La conception de ce poème remonte vraisemblablement à 1904, mais sa date d'achèvement n'est pas connue. Il est publié dans le Mercure de France le , grâce au soutien de l'écrivain et critique Paul Léautaud.

Le texte prend sa forme définitive en 1913, à l'occasion de sa publication dans Alcools. C'est l'année où la compagne d'Apollinaire, Marie Laurencin, lassée d'être battue par un alcoolique[1] l'abandonne définitivement, lui préférant Nicole Groult. Apollinaire publie le texte avec une épigraphe adressée à Paul Léautaud, qui l'avait soutenu.

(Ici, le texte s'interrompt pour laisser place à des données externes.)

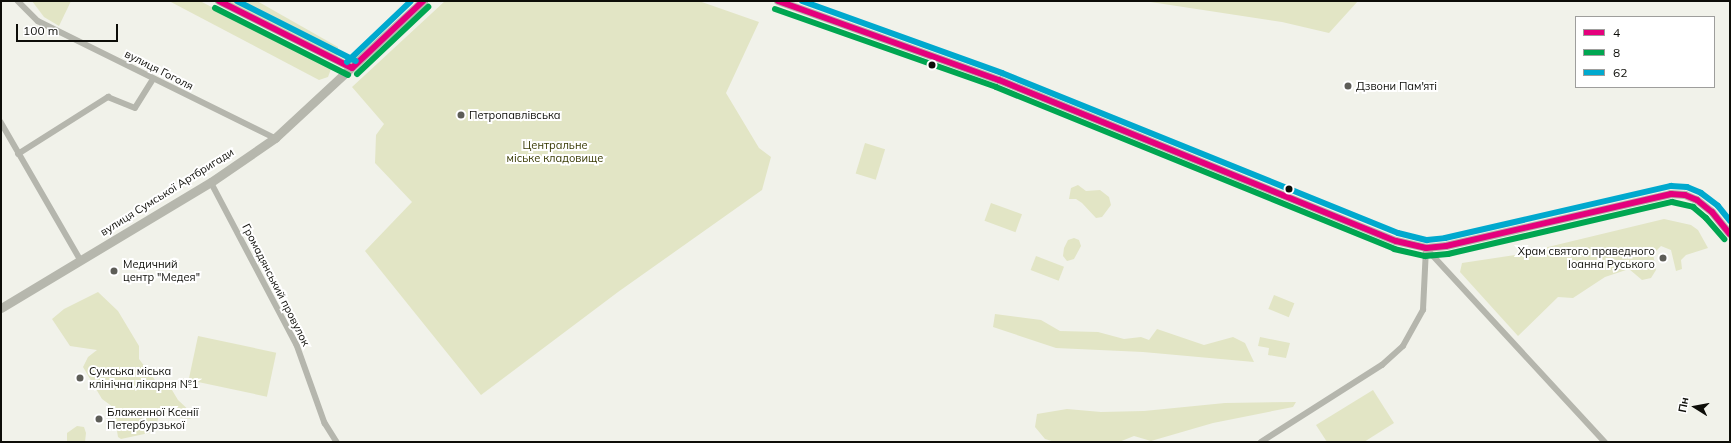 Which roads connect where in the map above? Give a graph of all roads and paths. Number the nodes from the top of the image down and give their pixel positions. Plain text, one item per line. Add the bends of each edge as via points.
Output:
1 (18, 1) edge
2 (219, 1) edge
3 (423, 1) edge
4 (778, 1) edge
5 (352, 68) junction
6 (152, 79) junction
7 (1, 122) edge
8 (275, 138) junction
9 (18, 154) junction
10 (211, 182) junction
11 (1730, 234) edge
12 (1426, 248) junction
13 (80, 259) junction
14 (1, 308) edge
15 (337, 442) edge
16 (1262, 442) edge
17 (1604, 442) edge

1 - 6 street, вулиця Гоголя via 38,21
2 - 5 main road
3 - 5 main road, вулиця Сумської Артбригади
4 - 12 main road via 999,80 1371,232
5 - 8 main road, вулиця Сумської Артбригади
6 - 8 street, вулиця Гоголя
6 - 9 street via 135,108 108,97
7 - 9 street
8 - 10 main road, вулиця Сумської Артбригади
9 - 13 street
10 - 13 main road, вулиця Сумської Артбригади
10 - 15 street, Громадянський провулок via 297,345 325,423
11 - 12 main road via 1712,212 1697,200 1685,195 1670,194 1446,246
12 - 16 street via 1423,310 1403,346 1382,365
12 - 17 street via 1516,343
13 - 14 main road, вулиця Сумської Артбригади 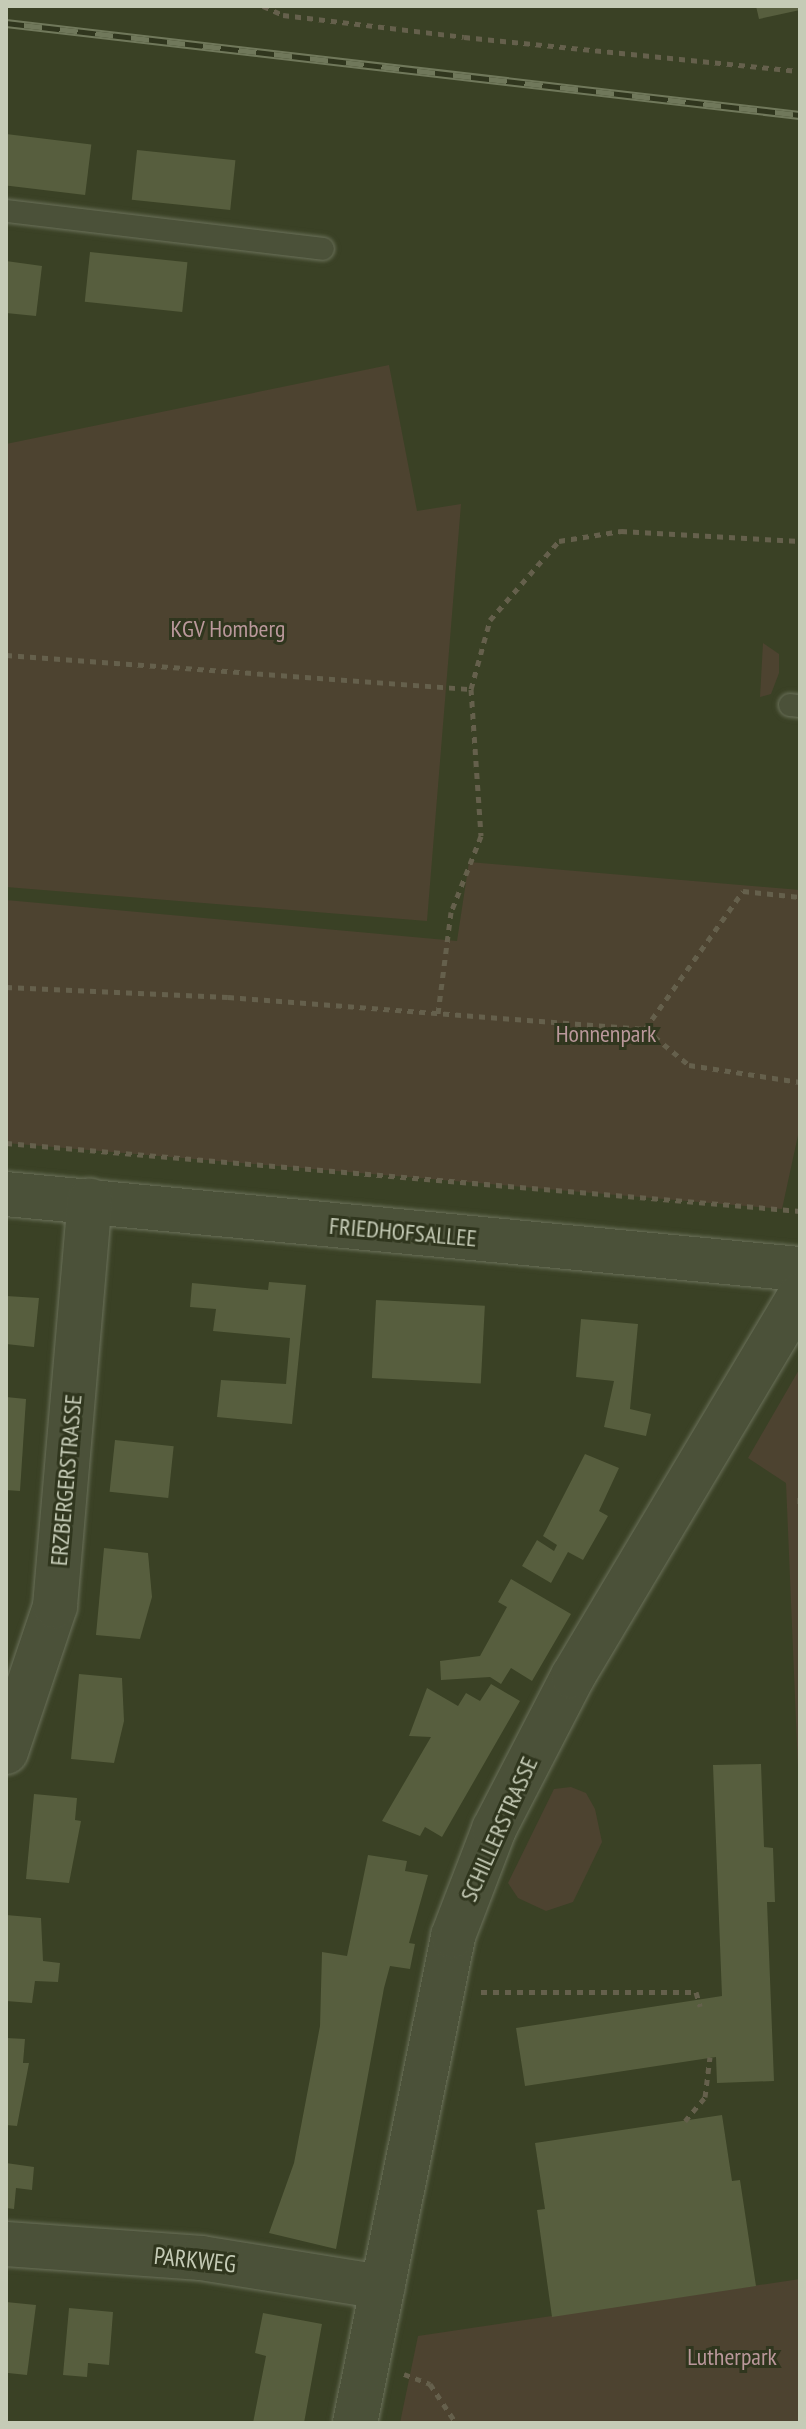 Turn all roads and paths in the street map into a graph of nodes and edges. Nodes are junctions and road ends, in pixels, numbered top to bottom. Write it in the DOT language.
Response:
graph roads {
  1 [pos="263,6"];
  2 [pos="800,71"];
  3 [pos="6,211"];
  4 [pos="323,249"];
  5 [pos="800,541"];
  6 [pos="6,655"];
  7 [pos="471,689"];
  8 [pos="800,897"];
  9 [pos="6,987"];
  10 [pos="438,1014"];
  11 [pos="645,1029"];
  12 [pos="800,1082"];
  13 [pos="6,1143"];
  14 [pos="6,1194"];
  15 [pos="90,1201"];
  16 [pos="800,1211"];
  17 [pos="800,1269"];
  18 [pos="800,1295"];
  19 [pos="800,1499"];
  20 [pos="800,1506"];
  21 [pos="6,1752"];
  22 [pos="520,1989"];
  23 [pos="700,2006"];
  24 [pos="710,2057"];
  25 [pos="685,2121"];
  26 [pos="6,2244"];
  27 [pos="383,2287"];
  28 [pos="366,2359"];
  29 [pos="355,2423"];
  30 [pos="456,2423"];
  1 -- 2 [label="path"];
  3 -- 4 [label="lane"];
  5 -- 7 [label="path"];
  6 -- 7 [label="path"];
  7 -- 10 [label="path"];
  8 -- 11 [label="path"];
  9 -- 10 [label="path"];
  10 -- 11 [label="path"];
  11 -- 12 [label="path"];
  13 -- 16 [label="path"];
  14 -- 15 [label="street, FRIEDHOFSALLEE"];
  15 -- 17 [label="street, FRIEDHOFSALLEE"];
  15 -- 21 [label="street, ERZBERGERSTRASSE"];
  18 -- 27 [label="street, SCHILLERSTRASSE"];
  19 -- 20 [label="path"];
  22 -- 23 [label="path"];
  24 -- 25 [label="path"];
  26 -- 27 [label="street, PARKWEG"];
  27 -- 28 [label="street, SCHILLERSTRASSE"];
  28 -- 29 [label="street, SCHILLERSTRASSE"];
  28 -- 30 [label="path"];
} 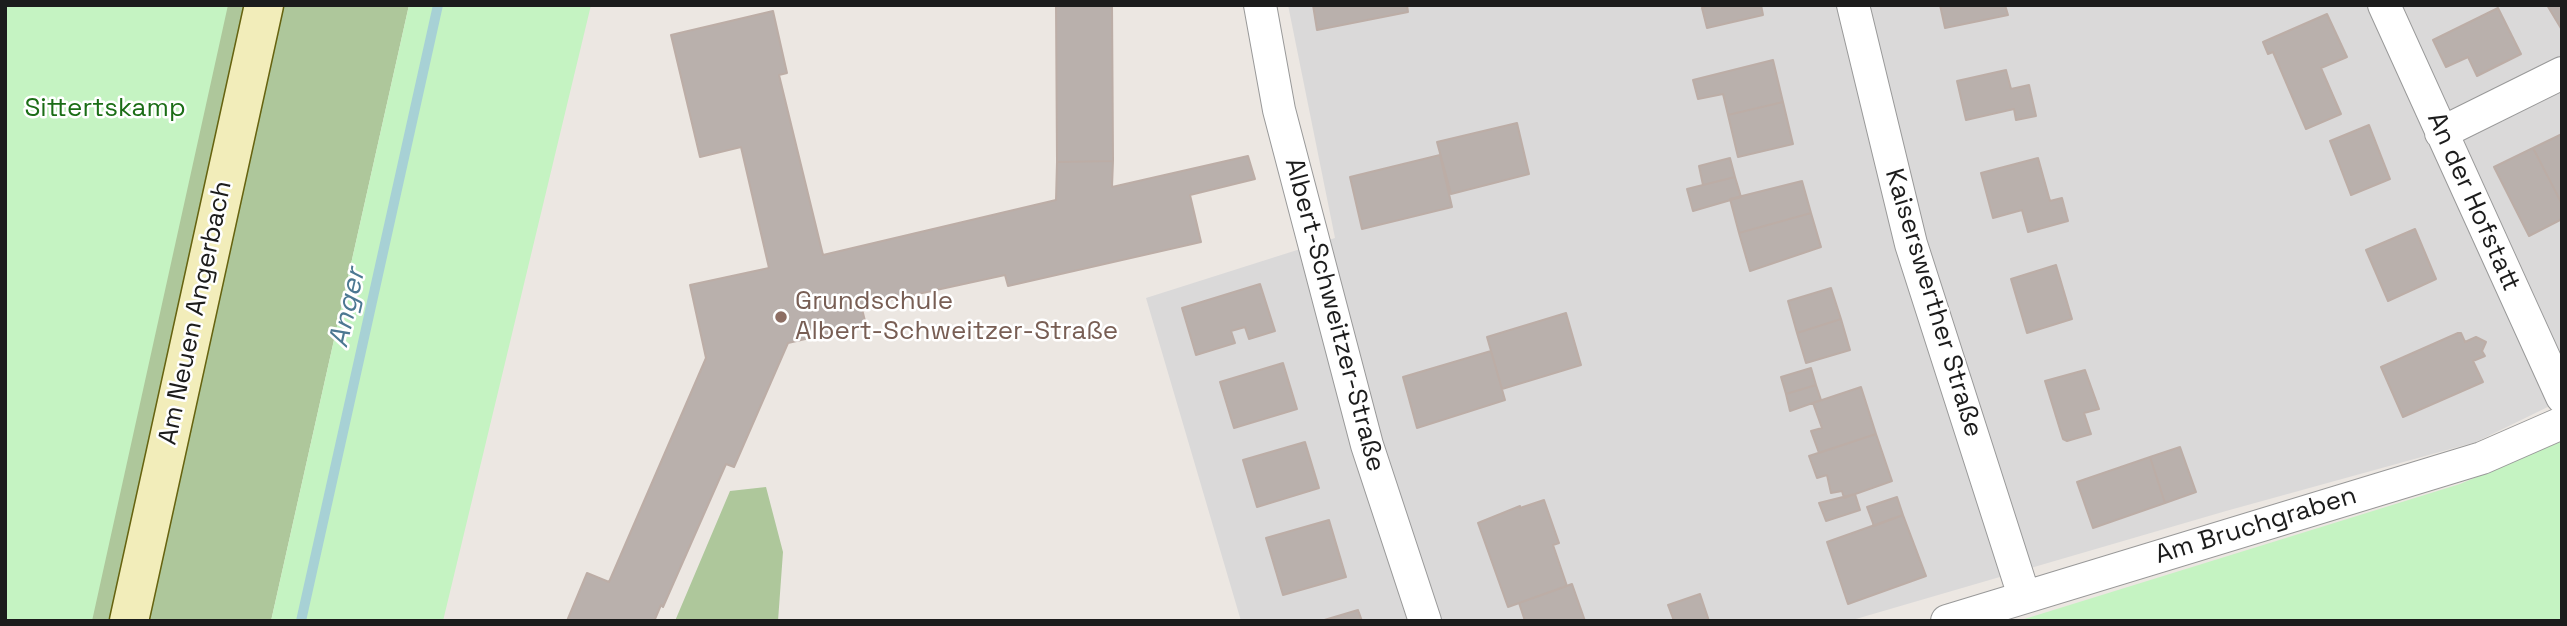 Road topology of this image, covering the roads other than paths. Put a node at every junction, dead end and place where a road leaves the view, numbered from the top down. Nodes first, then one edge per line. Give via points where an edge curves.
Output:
1 (264, 5) edge
2 (1260, 5) edge
3 (1853, 5) edge
4 (2384, 5) edge
5 (2562, 73) edge
6 (2441, 133) junction
7 (2562, 397) edge
8 (2562, 423) edge
9 (2024, 596) junction
10 (129, 621) edge
11 (1425, 621) edge
12 (1947, 621) edge

1 - 10 street, Am Neuen Angerbach
2 - 11 street, Albert-Schweitzer-Straße via 1279,110 1363,432
3 - 9 street, Kaiserswerther Straße via 1911,244
4 - 6 street, An der Hofstatt
5 - 6 street
6 - 7 street, An der Hofstatt
8 - 9 street, Am Bruchgraben via 2482,458
9 - 12 street, Am Bruchgraben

Il y joint aussi le passage connu sous le titre de « Réponse des cosaques zaporogues au Sultan de Constantinople ».

AnalyseModifier

Dans cette fantasmagorie de 60 quintils (300 vers) octosyllabiques, Apollinaire développe une référentialité souvent mythique et épique, entre figures historiques « exotiques » (Pharaon, la femme de Mausole, les Quarante de Sébaste, les Cosaques zaporogues mais aussi le roi « fou » Louis II de Bavière), figures mythologiques (le dieu Pan, Ulysse et Pénélope, l'indienne Sacontale) et peuples ou bestiaire inventés (les « pyraustes », les « Égypans », les « chibriapes »[2], les « Bé-Rieux »…), à quoi il mêle des descriptions de la vie urbaine moderne et l'émouvante exploration de son intimité sentimentale.

Le ton général ici est celui d'une complainte, le poète voguant entre regrets, rêveries consolatrices et la dure acceptation d'un présent douloureux. À trois reprises l'énonciation s'en écarte radicalement : bucolisme mi-ironique mi-naïf de « Aubade chantée à Laetere un an passé », agressivité moqueuse de la « réponse des Cosaques Zaporogues au Sultan de Constantinople », poésie hermétique (allusions érotiques, mystiques et alchimiques) des « Sept Épées » ; trois moments qui sont autant de poèmes dans le poème. La juxtaposition des tons, des sentiments, des points de vue rapproche ce poème de l'esthétique cubiste[3].

PostéritéModifier

Léo Ferré a composé un oratorio pour voix solistes, chœur et orchestre sur ce poème en 1952-1953. L'œuvre a été créée sur scène en 1954 et enregistrée pour la première fois en disque en 1957. Jacques Castérède, compositeur français (1926-2014), a écrit en 1960 une cantate pour baryton, récitant et orchestre de chambre : La Chanson du Mal-Aimé. Cette œuvre fut créée en 1966 avec Jean Negroni pour récitant, dans le cadre des concerts de l'ORTF. Elle a fait l'objet d'une analyse par le musicologue Jean Maillard dans la revue L'Education Musicale, n°23, 1966-1967, p. 28 à 32. Partition Salabert (1964).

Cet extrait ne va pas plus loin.